Entries taken from a collection
* * * *

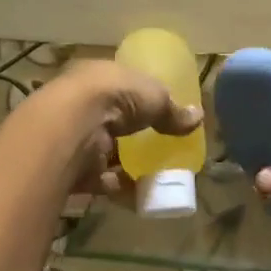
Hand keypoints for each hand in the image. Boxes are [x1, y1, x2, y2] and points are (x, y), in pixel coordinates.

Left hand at [23, 59, 201, 196]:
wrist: (72, 127)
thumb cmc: (113, 96)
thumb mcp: (153, 95)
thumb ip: (172, 110)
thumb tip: (198, 118)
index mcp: (95, 76)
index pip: (117, 87)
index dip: (136, 99)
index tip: (156, 113)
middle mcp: (79, 105)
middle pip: (110, 122)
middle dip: (131, 136)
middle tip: (158, 147)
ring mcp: (73, 138)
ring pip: (104, 152)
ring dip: (127, 164)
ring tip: (157, 175)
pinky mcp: (72, 169)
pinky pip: (101, 180)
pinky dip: (122, 187)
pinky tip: (144, 194)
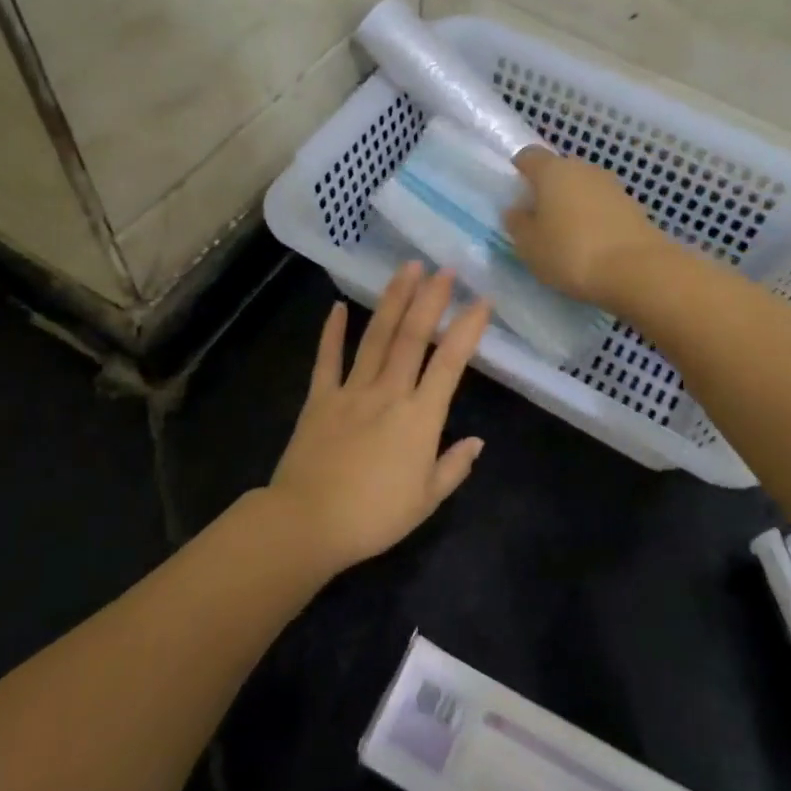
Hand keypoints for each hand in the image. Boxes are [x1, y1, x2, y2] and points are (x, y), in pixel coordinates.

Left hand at [267, 263, 492, 573]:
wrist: (308, 522)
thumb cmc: (374, 517)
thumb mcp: (426, 500)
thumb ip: (453, 467)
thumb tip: (476, 441)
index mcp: (420, 418)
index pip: (450, 363)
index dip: (468, 329)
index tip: (482, 301)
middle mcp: (388, 393)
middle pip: (413, 337)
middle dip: (430, 298)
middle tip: (444, 268)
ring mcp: (351, 391)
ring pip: (376, 337)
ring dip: (393, 300)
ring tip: (406, 269)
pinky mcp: (320, 398)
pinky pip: (327, 358)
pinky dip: (333, 331)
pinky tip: (338, 306)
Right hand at [504, 147, 667, 308]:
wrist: (636, 270)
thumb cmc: (570, 253)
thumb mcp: (529, 245)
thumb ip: (517, 223)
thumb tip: (517, 210)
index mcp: (553, 170)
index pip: (528, 156)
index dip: (518, 172)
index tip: (515, 195)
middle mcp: (584, 169)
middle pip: (559, 171)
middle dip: (547, 190)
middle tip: (538, 220)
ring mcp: (612, 186)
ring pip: (583, 188)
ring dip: (572, 205)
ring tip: (565, 237)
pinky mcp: (633, 207)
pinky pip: (603, 206)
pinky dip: (594, 219)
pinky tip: (591, 245)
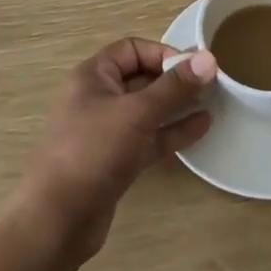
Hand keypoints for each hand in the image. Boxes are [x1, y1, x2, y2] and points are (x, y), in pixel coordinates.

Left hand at [21, 39, 217, 258]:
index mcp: (93, 77)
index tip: (194, 67)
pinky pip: (149, 138)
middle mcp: (98, 99)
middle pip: (141, 78)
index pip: (132, 49)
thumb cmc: (93, 151)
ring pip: (148, 110)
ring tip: (213, 102)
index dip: (163, 53)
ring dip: (177, 105)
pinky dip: (172, 131)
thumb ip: (174, 87)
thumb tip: (208, 58)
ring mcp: (107, 132)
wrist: (57, 221)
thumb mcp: (137, 113)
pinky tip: (202, 127)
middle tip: (211, 84)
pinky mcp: (116, 162)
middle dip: (174, 80)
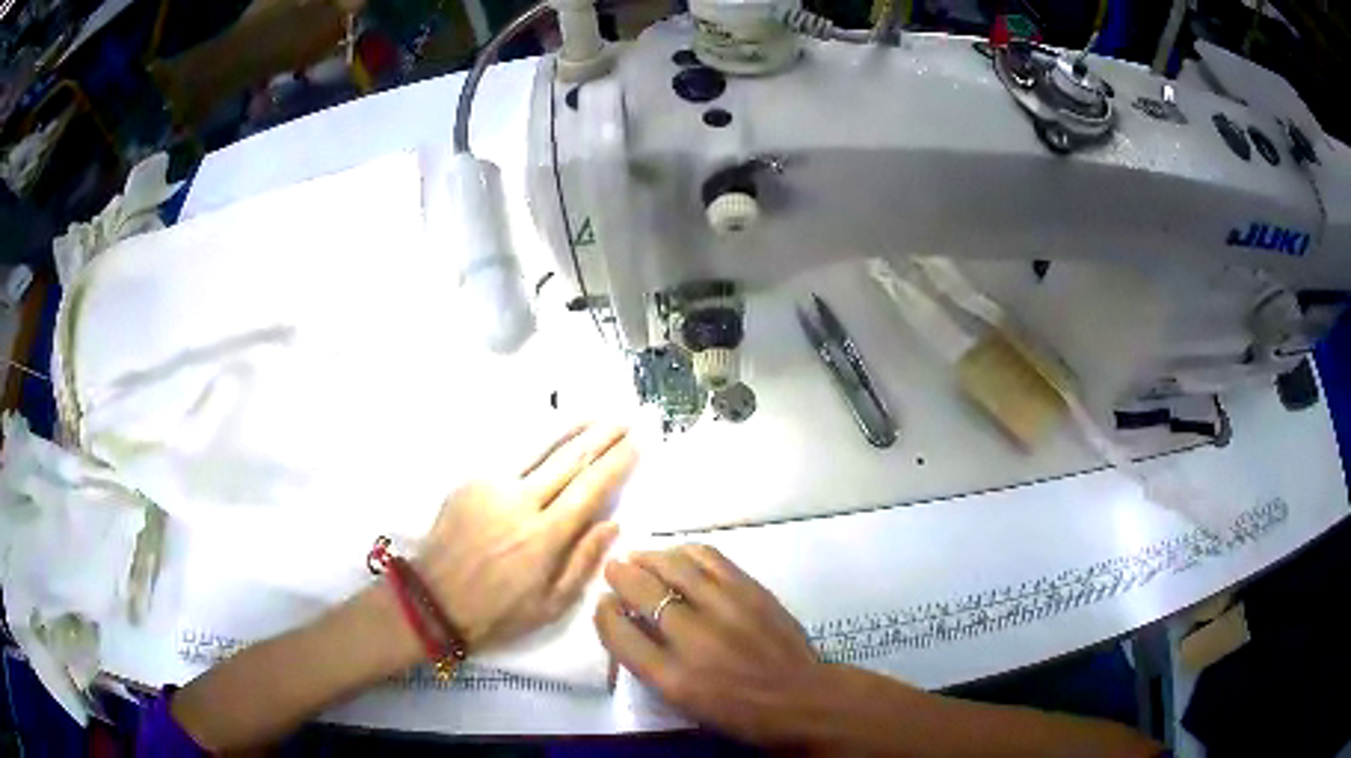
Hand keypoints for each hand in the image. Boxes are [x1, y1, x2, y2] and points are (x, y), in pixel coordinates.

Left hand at [417, 423, 635, 650]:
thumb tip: (612, 523)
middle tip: (624, 421)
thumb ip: (583, 561)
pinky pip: (510, 458)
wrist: (434, 602)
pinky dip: (535, 445)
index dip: (616, 464)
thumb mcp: (551, 605)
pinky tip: (549, 438)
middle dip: (601, 438)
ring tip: (595, 416)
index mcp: (544, 537)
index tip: (636, 444)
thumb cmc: (498, 613)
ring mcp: (491, 487)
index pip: (590, 489)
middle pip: (568, 460)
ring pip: (538, 448)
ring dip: (570, 429)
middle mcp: (521, 503)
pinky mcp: (470, 482)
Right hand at [595, 545, 827, 746]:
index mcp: (672, 678)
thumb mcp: (684, 703)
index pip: (619, 634)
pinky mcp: (751, 591)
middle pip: (642, 592)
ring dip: (650, 557)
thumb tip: (631, 624)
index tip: (604, 604)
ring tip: (641, 557)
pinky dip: (687, 552)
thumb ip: (652, 665)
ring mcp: (725, 609)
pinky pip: (710, 558)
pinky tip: (679, 555)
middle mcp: (693, 639)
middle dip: (620, 575)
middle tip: (614, 568)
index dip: (604, 614)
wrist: (801, 698)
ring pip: (674, 566)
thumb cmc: (739, 712)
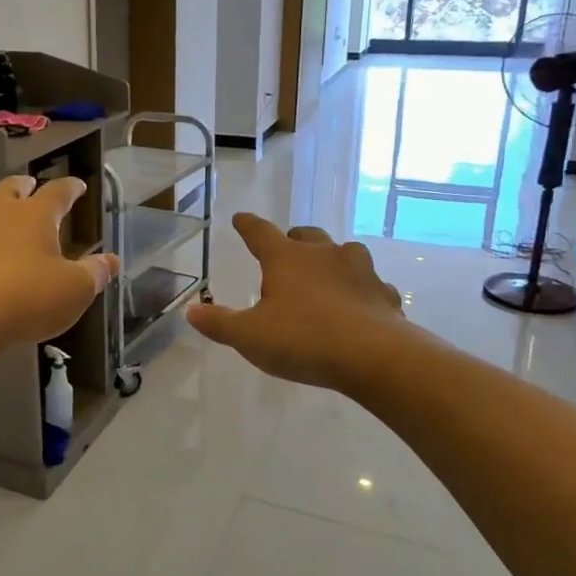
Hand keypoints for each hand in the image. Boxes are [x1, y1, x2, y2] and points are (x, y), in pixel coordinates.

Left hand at [0, 176, 119, 353]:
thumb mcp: (73, 291)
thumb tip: (112, 260)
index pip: (58, 191)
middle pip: (12, 187)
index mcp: (34, 214)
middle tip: (32, 188)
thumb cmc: (24, 299)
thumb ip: (94, 273)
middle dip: (25, 186)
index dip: (71, 188)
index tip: (78, 186)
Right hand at [188, 213, 405, 390]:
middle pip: (307, 236)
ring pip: (345, 254)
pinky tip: (359, 308)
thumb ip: (218, 323)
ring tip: (326, 277)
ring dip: (333, 261)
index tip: (240, 218)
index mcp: (286, 259)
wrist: (374, 356)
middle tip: (288, 248)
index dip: (247, 225)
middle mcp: (324, 255)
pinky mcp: (385, 295)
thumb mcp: (249, 336)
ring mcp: (360, 271)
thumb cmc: (303, 339)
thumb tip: (190, 311)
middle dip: (295, 239)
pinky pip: (371, 286)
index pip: (260, 233)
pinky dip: (362, 292)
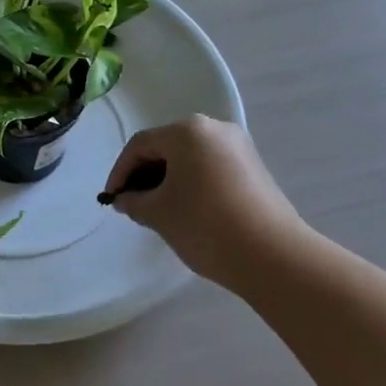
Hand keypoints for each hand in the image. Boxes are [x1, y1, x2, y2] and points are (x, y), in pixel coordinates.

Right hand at [100, 116, 309, 288]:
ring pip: (190, 158)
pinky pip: (211, 168)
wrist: (274, 256)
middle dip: (144, 175)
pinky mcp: (255, 169)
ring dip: (168, 180)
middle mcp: (215, 129)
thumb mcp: (158, 213)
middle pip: (166, 147)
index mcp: (187, 131)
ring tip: (157, 210)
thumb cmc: (205, 225)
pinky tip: (187, 210)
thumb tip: (125, 199)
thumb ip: (133, 201)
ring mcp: (239, 148)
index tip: (111, 199)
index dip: (120, 172)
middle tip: (132, 204)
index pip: (140, 145)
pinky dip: (192, 184)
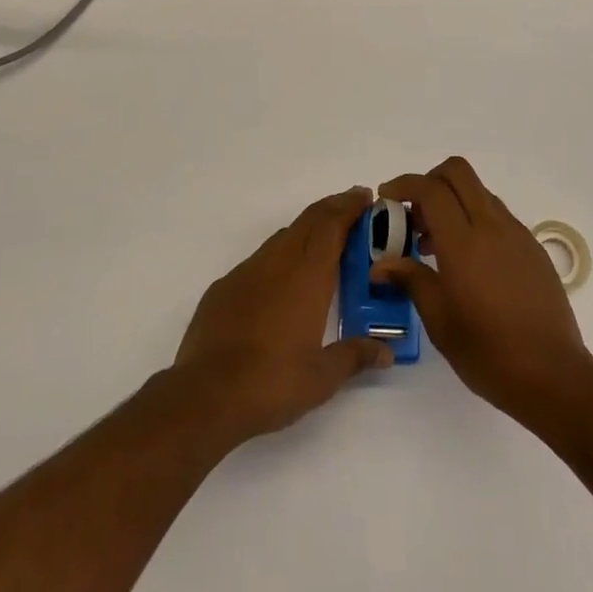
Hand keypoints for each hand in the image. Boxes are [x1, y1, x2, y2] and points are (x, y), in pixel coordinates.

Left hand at [173, 186, 393, 444]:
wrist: (205, 395)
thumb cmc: (272, 383)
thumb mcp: (322, 378)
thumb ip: (355, 356)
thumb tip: (387, 351)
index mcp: (308, 276)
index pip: (332, 225)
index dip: (350, 206)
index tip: (365, 197)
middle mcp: (279, 262)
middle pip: (309, 220)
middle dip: (332, 208)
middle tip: (352, 208)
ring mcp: (248, 271)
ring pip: (284, 236)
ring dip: (307, 230)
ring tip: (323, 241)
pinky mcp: (225, 286)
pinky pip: (260, 259)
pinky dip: (280, 255)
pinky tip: (281, 280)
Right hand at [372, 156, 592, 426]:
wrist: (553, 375)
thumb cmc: (488, 352)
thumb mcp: (439, 321)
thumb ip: (410, 280)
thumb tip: (381, 264)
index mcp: (463, 242)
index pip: (431, 189)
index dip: (404, 184)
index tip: (387, 198)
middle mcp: (491, 226)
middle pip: (458, 172)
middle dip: (430, 181)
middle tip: (414, 214)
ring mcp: (516, 233)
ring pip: (479, 192)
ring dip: (453, 201)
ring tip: (436, 245)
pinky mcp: (532, 246)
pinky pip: (497, 214)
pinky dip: (475, 219)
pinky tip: (469, 261)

* * * *

What this task involves
Which lines of the records above contain the word "Left"? Copy each of them.

Result of the exercise
Left hand at [23, 59, 201, 196]:
Left hand at [267, 263, 492, 573]:
Left hand at [21, 39, 217, 258]:
Left hand at [417, 423, 635, 650]:
Left hand at [0, 176, 119, 353]:
Left hand at [173, 186, 393, 444]:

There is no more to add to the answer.